-------- Exercise inputs --------
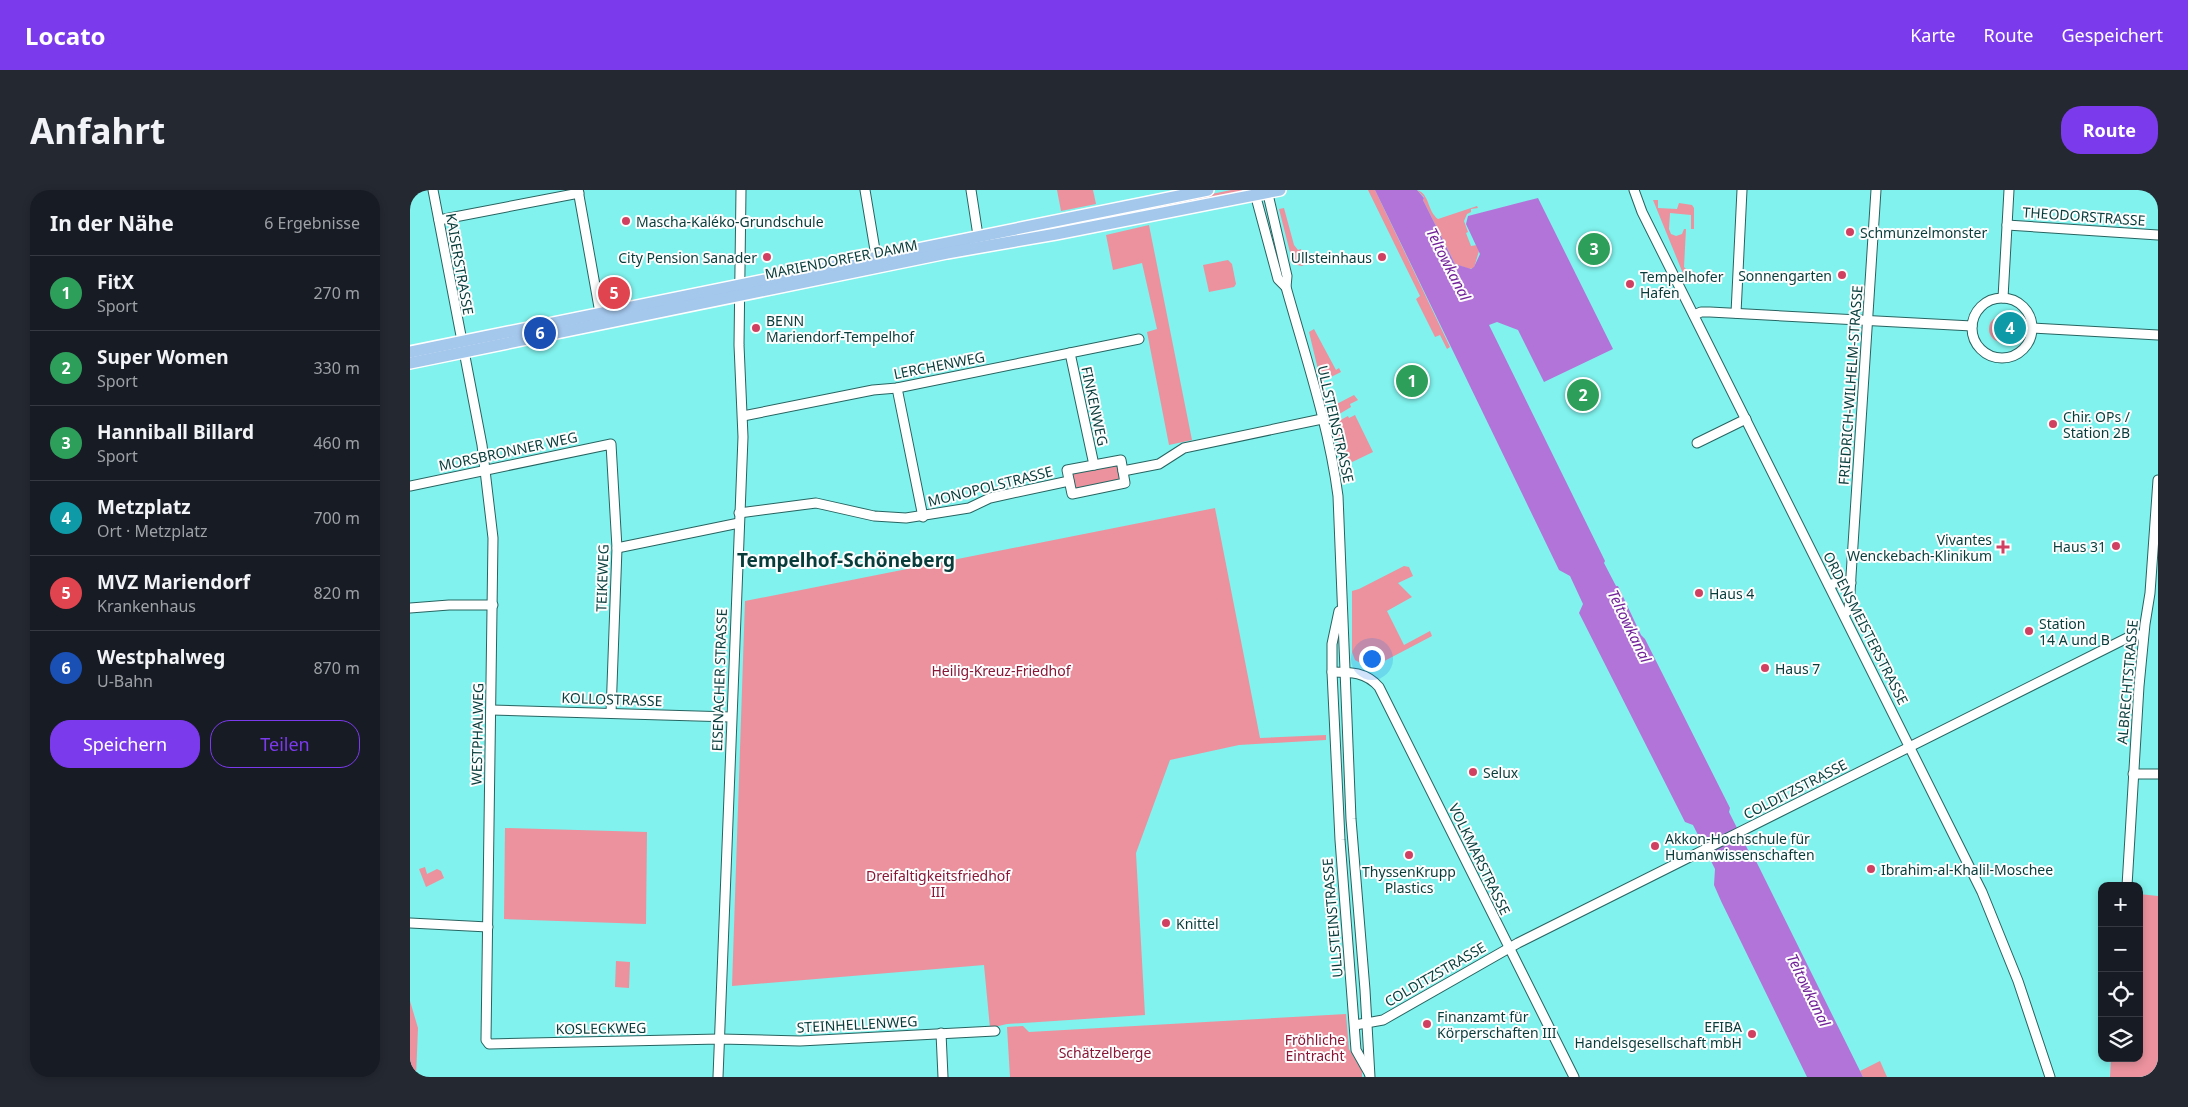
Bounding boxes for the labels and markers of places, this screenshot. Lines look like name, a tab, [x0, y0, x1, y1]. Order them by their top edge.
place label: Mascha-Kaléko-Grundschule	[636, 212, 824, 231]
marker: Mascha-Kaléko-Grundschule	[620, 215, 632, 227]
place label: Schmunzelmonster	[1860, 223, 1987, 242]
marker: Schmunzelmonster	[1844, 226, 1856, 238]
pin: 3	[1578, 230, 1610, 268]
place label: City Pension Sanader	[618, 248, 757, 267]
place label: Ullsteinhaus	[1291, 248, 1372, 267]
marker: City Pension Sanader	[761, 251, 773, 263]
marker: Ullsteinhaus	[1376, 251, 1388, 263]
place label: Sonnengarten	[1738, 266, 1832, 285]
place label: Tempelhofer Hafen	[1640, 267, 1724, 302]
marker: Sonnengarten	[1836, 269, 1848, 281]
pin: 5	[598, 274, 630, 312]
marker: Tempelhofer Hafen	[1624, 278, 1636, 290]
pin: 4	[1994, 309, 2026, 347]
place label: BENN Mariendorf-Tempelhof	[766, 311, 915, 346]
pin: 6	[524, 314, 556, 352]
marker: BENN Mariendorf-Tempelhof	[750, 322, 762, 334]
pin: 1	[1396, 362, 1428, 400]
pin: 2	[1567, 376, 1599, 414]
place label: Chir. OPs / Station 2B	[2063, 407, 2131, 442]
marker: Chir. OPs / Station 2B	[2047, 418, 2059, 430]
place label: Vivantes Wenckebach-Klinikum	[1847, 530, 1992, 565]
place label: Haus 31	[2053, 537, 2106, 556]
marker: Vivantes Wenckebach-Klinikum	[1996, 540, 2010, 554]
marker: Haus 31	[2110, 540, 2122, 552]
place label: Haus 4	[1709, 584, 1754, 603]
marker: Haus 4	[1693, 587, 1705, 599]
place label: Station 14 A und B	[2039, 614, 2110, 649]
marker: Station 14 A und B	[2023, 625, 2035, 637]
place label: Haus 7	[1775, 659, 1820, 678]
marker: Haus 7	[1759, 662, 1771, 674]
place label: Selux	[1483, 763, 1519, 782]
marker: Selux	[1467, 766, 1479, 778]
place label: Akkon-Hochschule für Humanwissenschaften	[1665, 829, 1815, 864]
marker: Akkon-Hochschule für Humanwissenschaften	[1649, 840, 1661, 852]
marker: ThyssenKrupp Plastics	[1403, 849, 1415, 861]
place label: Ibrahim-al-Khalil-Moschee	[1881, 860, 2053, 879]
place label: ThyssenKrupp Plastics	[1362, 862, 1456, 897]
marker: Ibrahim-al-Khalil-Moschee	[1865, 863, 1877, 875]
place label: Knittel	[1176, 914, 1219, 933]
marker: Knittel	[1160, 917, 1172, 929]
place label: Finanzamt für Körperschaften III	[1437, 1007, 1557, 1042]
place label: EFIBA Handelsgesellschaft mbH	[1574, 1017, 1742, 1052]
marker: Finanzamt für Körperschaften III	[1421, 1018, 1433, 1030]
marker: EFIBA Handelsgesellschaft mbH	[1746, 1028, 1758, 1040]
--------
-------- Exercise inputs --------
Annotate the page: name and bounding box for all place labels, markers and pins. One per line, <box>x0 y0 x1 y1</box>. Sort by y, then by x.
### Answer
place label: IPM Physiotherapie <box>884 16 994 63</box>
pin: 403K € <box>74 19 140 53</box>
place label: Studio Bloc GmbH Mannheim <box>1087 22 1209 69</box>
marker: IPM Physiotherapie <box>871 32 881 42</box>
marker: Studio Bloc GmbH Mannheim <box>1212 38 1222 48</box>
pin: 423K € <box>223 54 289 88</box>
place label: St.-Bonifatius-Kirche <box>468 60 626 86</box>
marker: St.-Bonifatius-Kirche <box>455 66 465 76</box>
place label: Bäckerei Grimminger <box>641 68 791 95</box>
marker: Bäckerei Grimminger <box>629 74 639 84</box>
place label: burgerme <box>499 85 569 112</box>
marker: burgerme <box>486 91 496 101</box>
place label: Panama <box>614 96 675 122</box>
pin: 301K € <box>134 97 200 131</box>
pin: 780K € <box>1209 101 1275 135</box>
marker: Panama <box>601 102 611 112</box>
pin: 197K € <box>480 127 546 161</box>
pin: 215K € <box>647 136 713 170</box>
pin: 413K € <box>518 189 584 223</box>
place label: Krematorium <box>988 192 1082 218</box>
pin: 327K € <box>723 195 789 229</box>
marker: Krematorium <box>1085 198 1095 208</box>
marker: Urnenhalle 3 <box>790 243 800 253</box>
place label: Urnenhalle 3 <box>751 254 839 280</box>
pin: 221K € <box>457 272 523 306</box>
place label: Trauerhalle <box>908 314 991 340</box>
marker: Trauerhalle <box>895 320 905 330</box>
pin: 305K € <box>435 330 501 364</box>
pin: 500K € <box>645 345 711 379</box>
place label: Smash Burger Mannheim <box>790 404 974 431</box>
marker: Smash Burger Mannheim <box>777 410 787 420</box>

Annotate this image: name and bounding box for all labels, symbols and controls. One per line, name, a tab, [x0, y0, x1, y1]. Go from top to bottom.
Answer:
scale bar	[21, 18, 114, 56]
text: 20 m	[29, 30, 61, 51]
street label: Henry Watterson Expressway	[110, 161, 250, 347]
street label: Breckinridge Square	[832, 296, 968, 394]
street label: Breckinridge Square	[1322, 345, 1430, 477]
--------
Your instructions
Copy every line from the records that holds the string "Annotate".

Solution
Annotate the page: name and bounding box for all place labels, markers and pins. One per line, <box>x0 y0 x1 y1</box>. Sort by y, then by x.
Annotate this image: name and bounding box for all labels, symbols and controls. One per line, name, a tab, [x0, y0, x1, y1]. Go from top to bottom.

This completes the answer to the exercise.